Apart from the deceleration in the economy, Russia has spent significant resources on the support of Crimea authorities. According to experts’ estimates the Crimea accession costs is somewhere between 70 and 130 billion rubles and Russia will spend even more in the future.  Moreover, western investors have lost confidence in Russia and it will have even greater and more long-term effect on the Russian economy.

Summing up, if you want to forecast the future development of the Russian economy it is important to take into account that even before sanctions it was lagging behind already. EU and US sanctions can pull the economy down and even in case of resolution in the Ukraine, it is too optimistic to expect the growth rate figures of 2010-2012 in 2014 or 2015.

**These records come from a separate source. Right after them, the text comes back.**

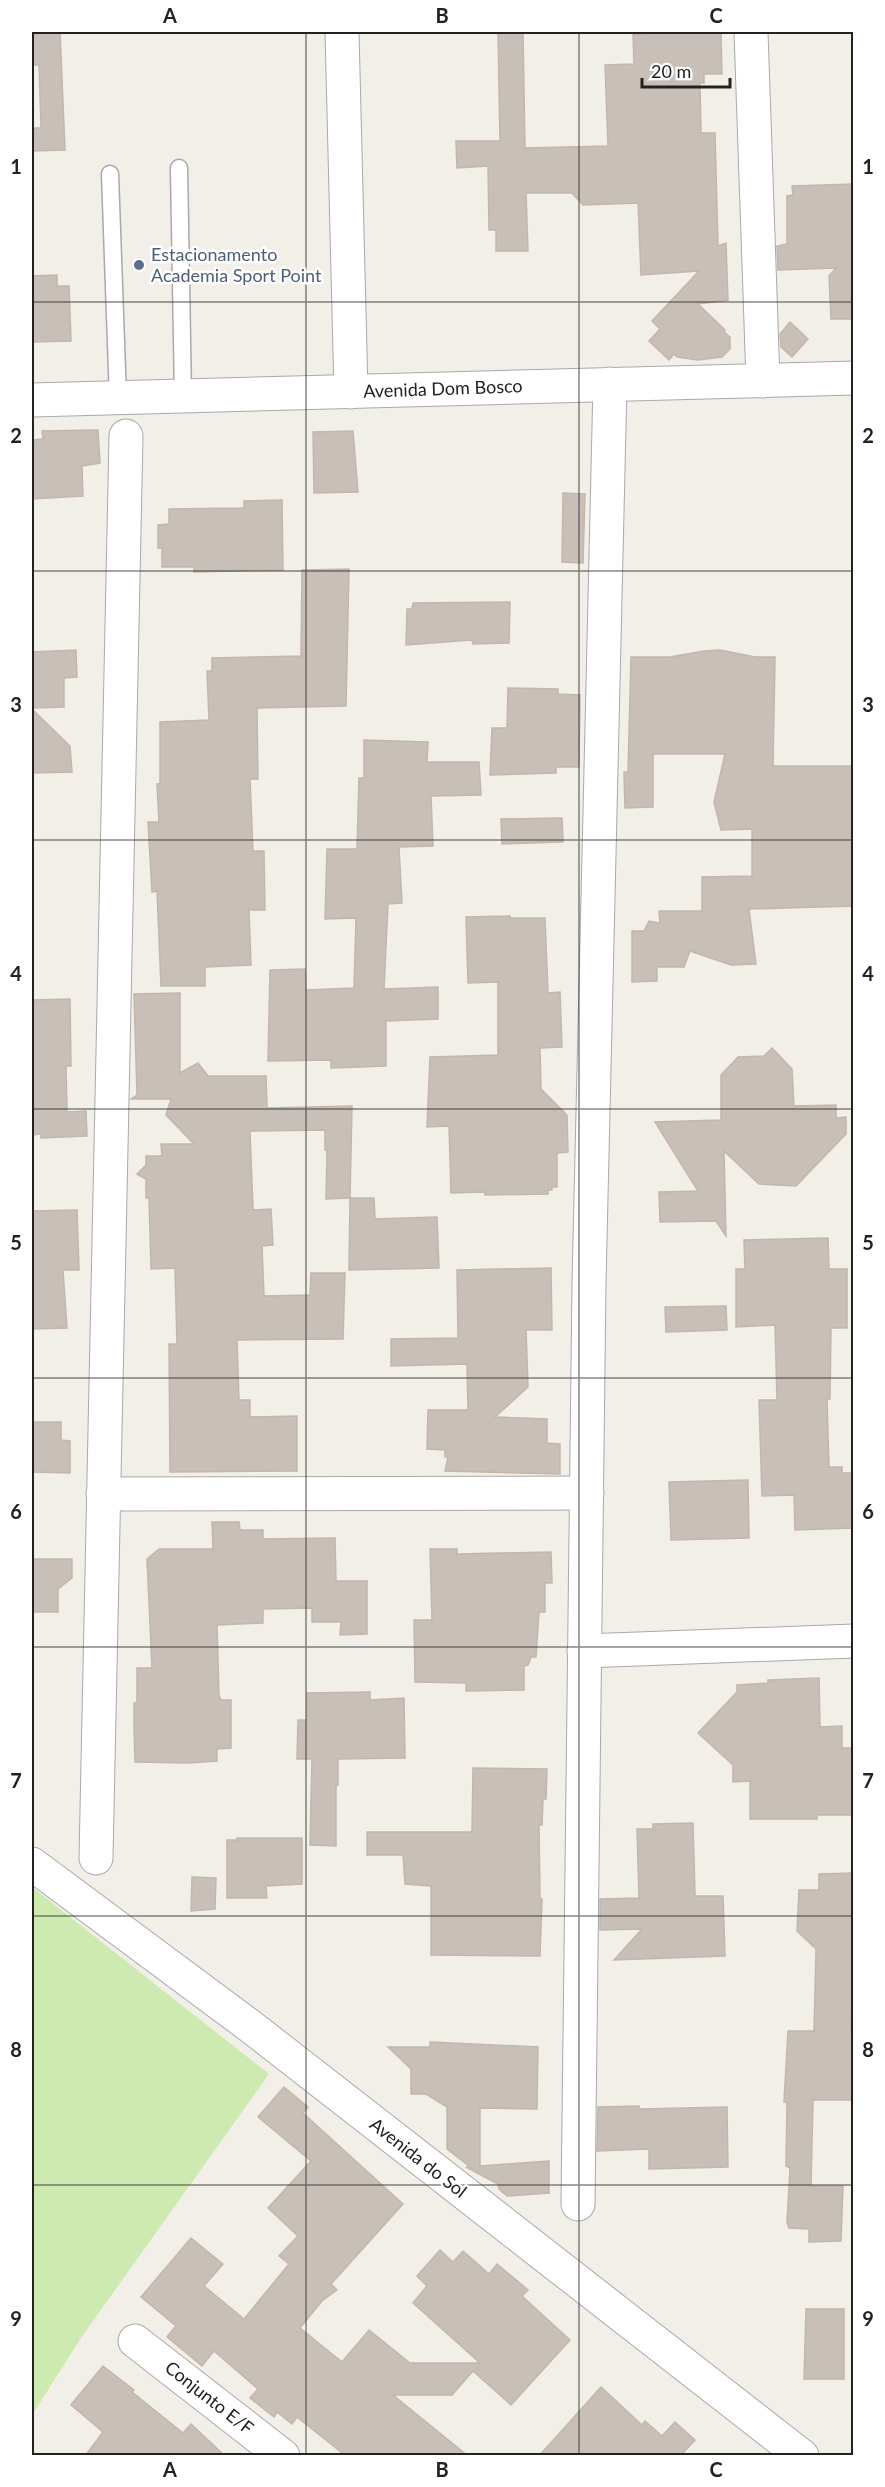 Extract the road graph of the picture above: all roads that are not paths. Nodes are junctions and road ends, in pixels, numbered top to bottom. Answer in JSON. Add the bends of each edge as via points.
{"nodes":[{"id":1,"x":342,"y":32,"type":"edge"},
{"id":2,"x":752,"y":32,"type":"edge"},
{"id":3,"x":178,"y":168,"type":"dead end"},
{"id":4,"x":110,"y":174,"type":"dead end"},
{"id":5,"x":854,"y":378,"type":"edge"},
{"id":6,"x":764,"y":381,"type":"junction"},
{"id":7,"x":610,"y":384,"type":"junction"},
{"id":8,"x":351,"y":392,"type":"junction"},
{"id":9,"x":183,"y":397,"type":"junction"},
{"id":10,"x":118,"y":399,"type":"junction"},
{"id":11,"x":32,"y":400,"type":"edge"},
{"id":12,"x":126,"y":436,"type":"dead end"},
{"id":13,"x":587,"y":1493,"type":"junction"},
{"id":14,"x":103,"y":1494,"type":"junction"},
{"id":15,"x":854,"y":1641,"type":"edge"},
{"id":16,"x":584,"y":1651,"type":"junction"},
{"id":17,"x":96,"y":1858,"type":"dead end"},
{"id":18,"x":32,"y":1864,"type":"edge"},
{"id":19,"x":578,"y":2204,"type":"dead end"},
{"id":20,"x":135,"y":2341,"type":"dead end"},
{"id":21,"x":283,"y":2456,"type":"edge"},
{"id":22,"x":802,"y":2456,"type":"edge"}],
"edges":[{"from":1,"to":8,"type":"street"},
{"from":2,"to":6,"type":"street"},
{"from":3,"to":9,"type":"lane"},
{"from":4,"to":10,"type":"lane"},
{"from":5,"to":6,"type":"street","name":"Avenida Dom Bosco"},
{"from":6,"to":7,"type":"street","name":"Avenida Dom Bosco"},
{"from":7,"to":8,"type":"street","name":"Avenida Dom Bosco"},
{"from":7,"to":13,"type":"street"},
{"from":8,"to":9,"type":"street","name":"Avenida Dom Bosco"},
{"from":9,"to":10,"type":"street","name":"Avenida Dom Bosco"},
{"from":10,"to":11,"type":"street","name":"Avenida Dom Bosco"},
{"from":12,"to":14,"type":"street"},
{"from":13,"to":14,"type":"street"},
{"from":13,"to":16,"type":"street"},
{"from":14,"to":17,"type":"street"},
{"from":15,"to":16,"type":"street"},
{"from":16,"to":19,"type":"street"},
{"from":18,"to":22,"type":"street","name":"Avenida do Sol","via":[[250,2026]]},
{"from":20,"to":21,"type":"street","name":"Conjunto E/F"}]} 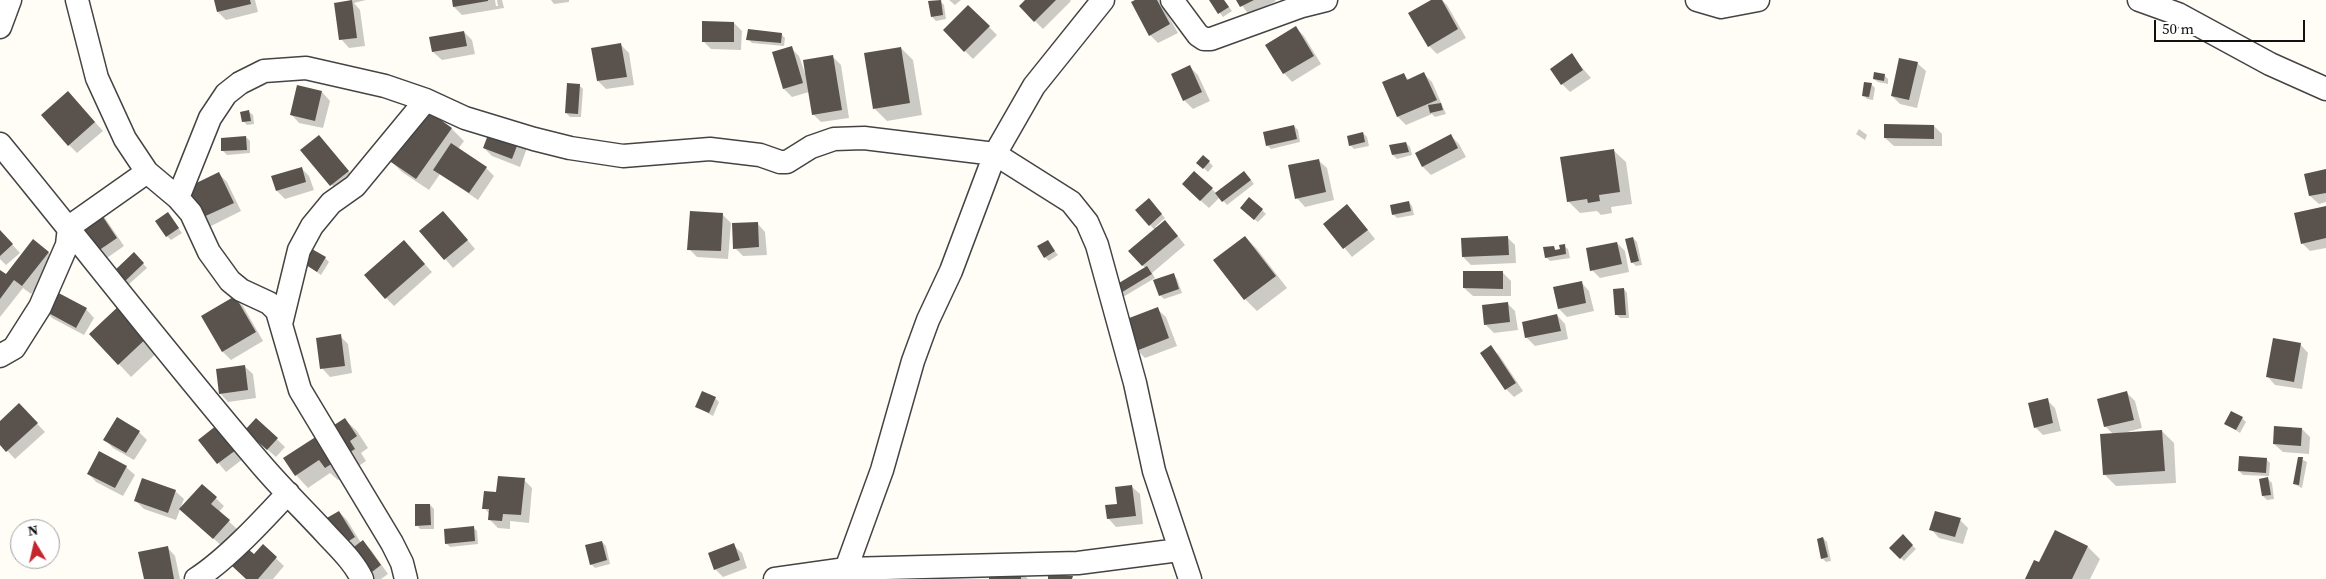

If we try to find plus points, it is worth noting that sanctions can highlight problems in the key industries and it will stimulate the government to invest the accumulated funds in the infrastructure projects with predictable ROI. Although, another scenario seems to be more probable: the economy slowdown will be explained by the effect of sanctions and there will be no changes for good. So far, based on the “sanctions war”, some economists expect recession in the second half of the year, whereas the total GDP growth for 2014 will be around 0% in the best case.